重症急性呼吸器症候群(SARS):
国立感染研究所感染症情報センター長による講演会


平成15年4月15日
在韓国大領事部

 4月11日、重症急性呼吸器症候群(SARS)に関し、日本国内で海外進出企業を対象として岡部国立感染研究所感染症情報センター長による講演会(参加者約200名)が実施されましたので、ご参考まで、講演内容等を以下のとおりお知らせします。
 なお、議事録の詳細については、後日外務省ホームページ(http://www.mofa.go.jp)に掲載される予定です。

1.全体概要

(1)冒頭、外務省三好領事治移住政策課長から、SARSの現状及び危険情報の発出や在留邦人支援等外務省がとった措置等について説明した後、岡部所長から、香港での発症例に基づいたSARSの臨床的特徴、病原、感染経路、予防策等について医学的観点から講演を行われた。
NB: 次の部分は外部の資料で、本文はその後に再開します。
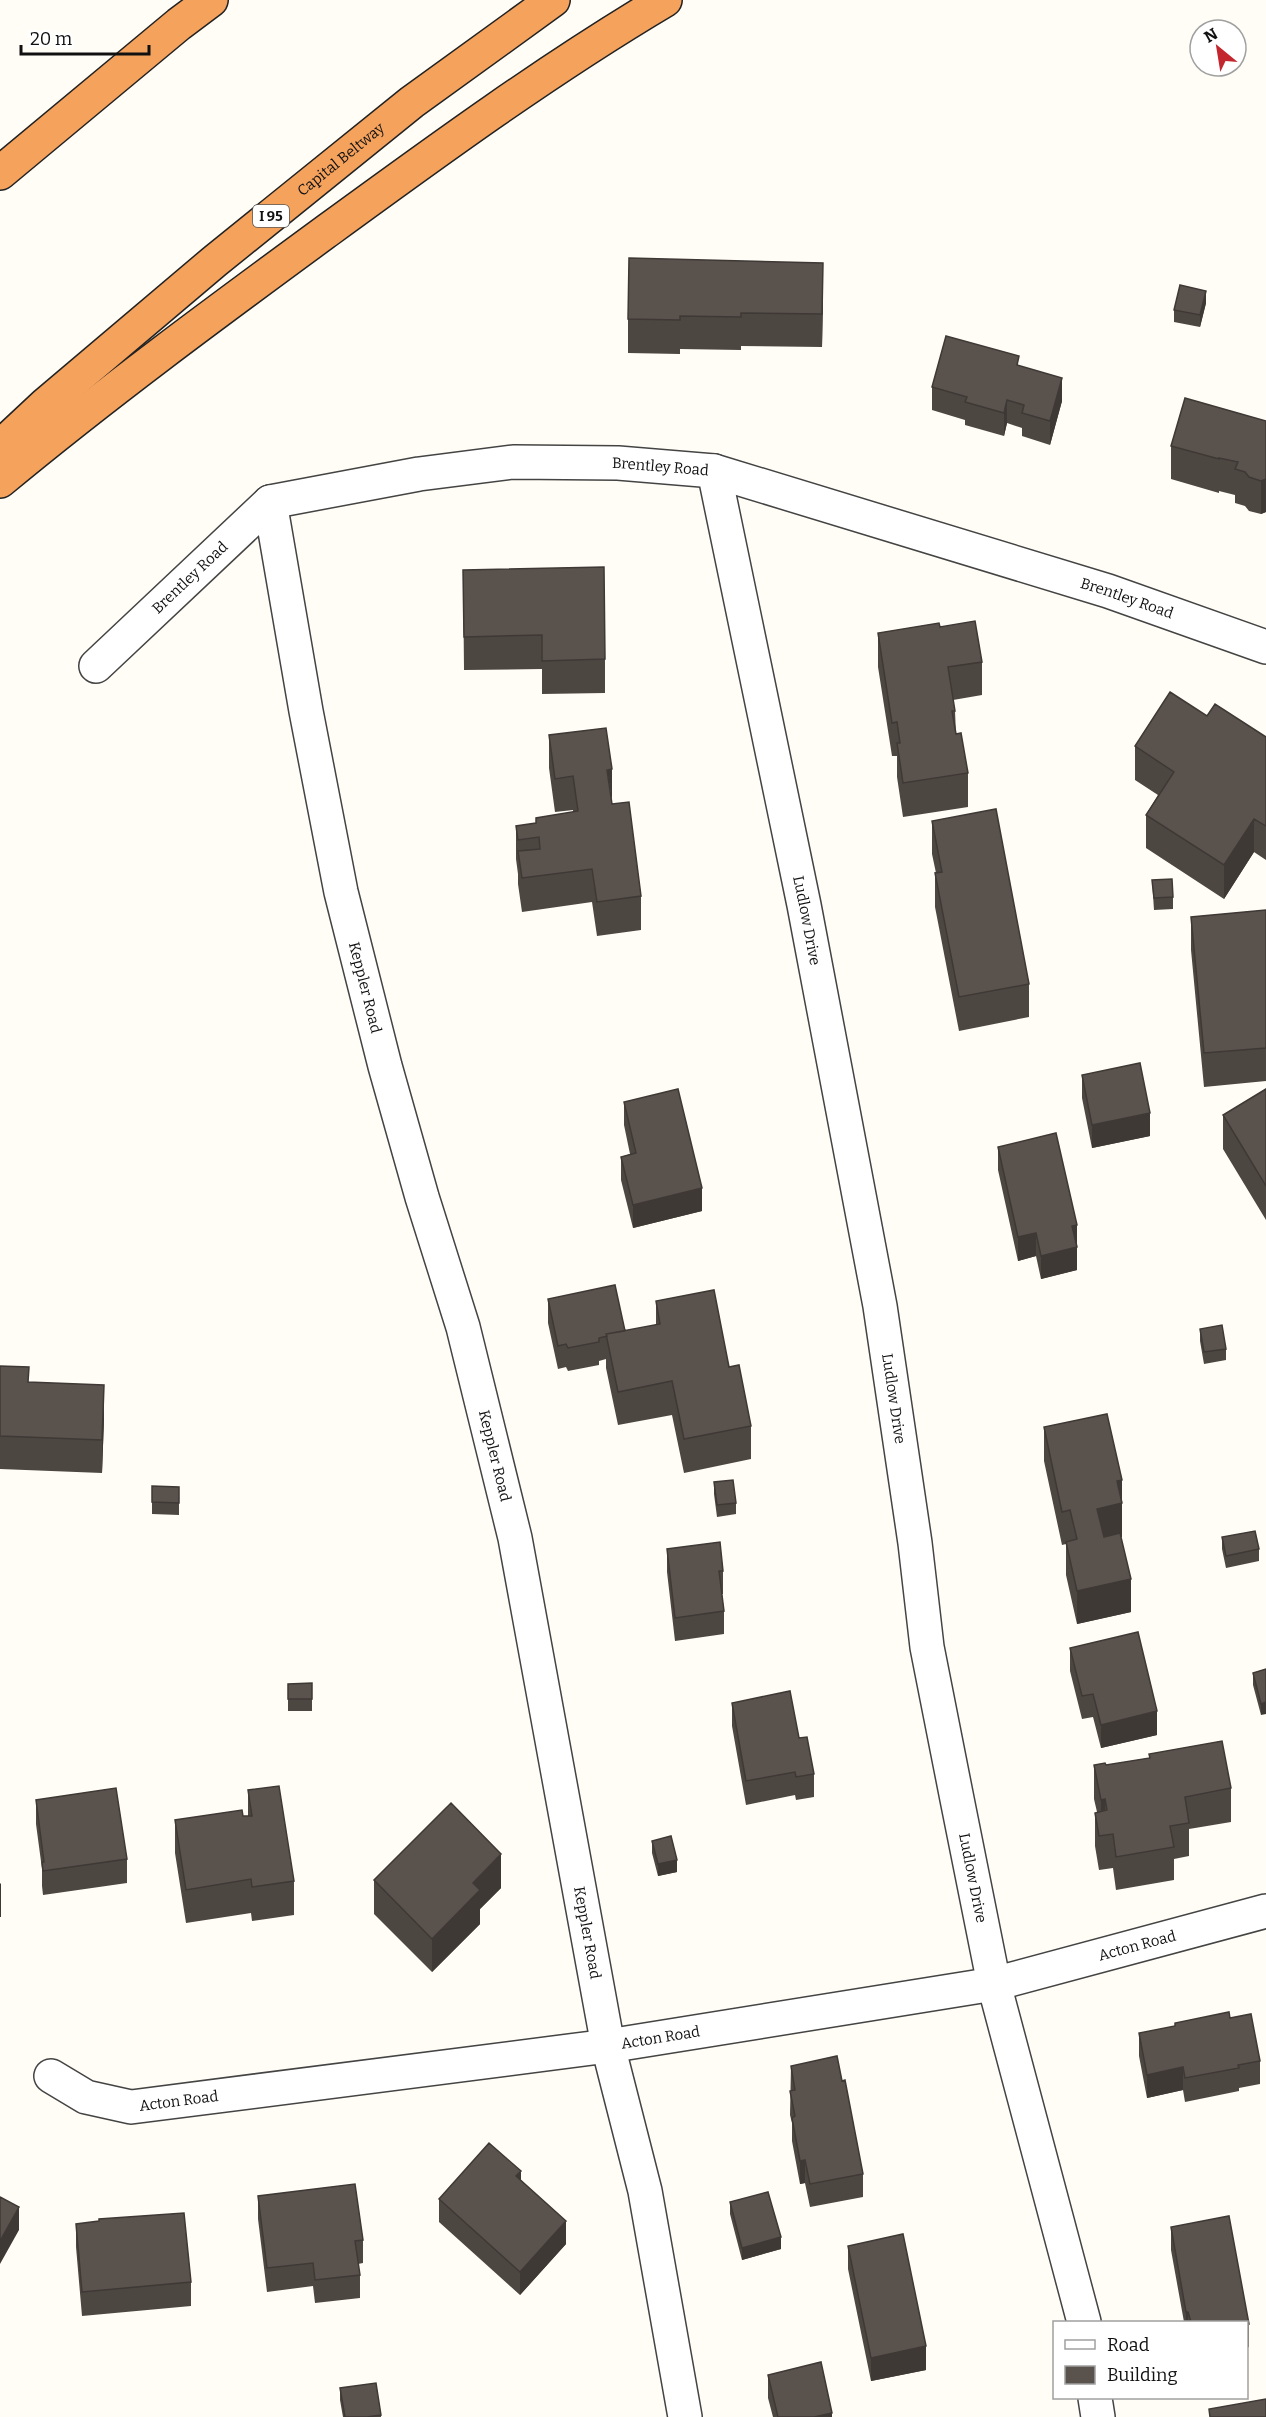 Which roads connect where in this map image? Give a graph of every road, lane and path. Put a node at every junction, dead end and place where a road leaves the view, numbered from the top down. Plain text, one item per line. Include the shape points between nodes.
1 (210, 0) edge
2 (554, 0) edge
3 (665, 0) edge
4 (0, 173) edge
5 (0, 447) edge
6 (714, 471) junction
7 (0, 481) edge
8 (270, 502) junction
9 (1266, 647) edge
10 (96, 666) dead end
11 (1266, 1911) edge
12 (994, 1984) junction
13 (608, 2046) junction
14 (51, 2076) dead end
15 (1084, 2321) edge
16 (1095, 2399) edge
17 (685, 2417) edge
18 (1098, 2417) edge

1 - 4 highway
2 - 5 highway, Capital Beltway / I 95 via 412,102 46,404
3 - 7 highway via 444,146 94,405
6 - 8 street, Brentley Road via 618,463 513,462 419,474
6 - 9 street, Brentley Road via 1108,591
6 - 12 street, Ludlow Drive via 804,905 878,1294 927,1647
8 - 10 street, Brentley Road
8 - 13 street, Keppler Road via 341,892 388,1077 463,1327 515,1538
11 - 12 street, Acton Road
12 - 13 street, Acton Road
12 - 15 street, Ludlow Drive
13 - 14 street, Acton Road via 131,2107 86,2097
13 - 17 street, Keppler Road via 645,2191
16 - 18 street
(2)参加者の殆どは香港、中国広東省を始めとするSARSが拡大している地域に進出している企業関係者であり、その多くからSARSに感染しているかどうか判明しない段階での自宅待機の妥当性及び予防方法等について質問があった他、現在発出されている危険情報の引き上げ、対象地域拡大(北京、上海等)の検討状況及び判断基準等について質問があった。

2.岡部所長による講演
(1)臨床的特徴(香港での発症例より)
  年齢層は25〜70歳までの健常人であり、15歳未満の小児の症例はごく少数である。潜伏期間は、一部10日以上見られるケースもあるが通常2〜7日間である。
症状としては、38度を越える高熱、悪寒、戦慄、頭痛、全身倦怠等のインフルエンザに類似した発疹や神経学的症状が見られ、消化器症状等は見られない。発症後3〜7日間で、乾性咳、呼吸困難、低酸素血症が見られるようになる。
   致死率は3〜4%前後(エボラ出血熱や天然痘は50〜70%、麻疹は0.1〜0.2%)で、患者の約90%は6〜7日目頃に回復することから、決して致死的な病気ではない。

(2)病原
人の鼻風邪や豚胃腸炎、ニワトリ胃腸炎、マウス肝炎等の原因となるコロナウィルス乃至その新種ではないかとの説が有力である。

(3)感染経路
当初、香港の病院関係者を中心に拡大したことから感染者の近くに密接した場合に感染すると考えられていたが、その後、アモイ・ガーデンの同階住居者間や飛行機内での感染例もあることから、必ずしも密接した場合でなくても感染するのではないかとも考えられる。

(4)予防策
感染経路が何であり、最低限気を付けることとして標準予防策をとる必要がある。つまり、血液、痰、便、尿、体液や咳は感染の可能性があるとの前提に、手洗い(接触感染予防に効果が高い)・うがい(喉の粘膜を滑らかにすることによって感染症の原因となる細菌・ウィルス等の微生物が付着しにくくなる)をすること。
また、100%予防効果があるわけではないが、マスクをすることによって粗い粒子(5micron以上)であれば防ぐことができる(ウィルス(nanometre級)そのものは防げない)。但し、今話題になっているN100やN95は医療関係者用であり、日常生活においては息苦しくて実践的でない。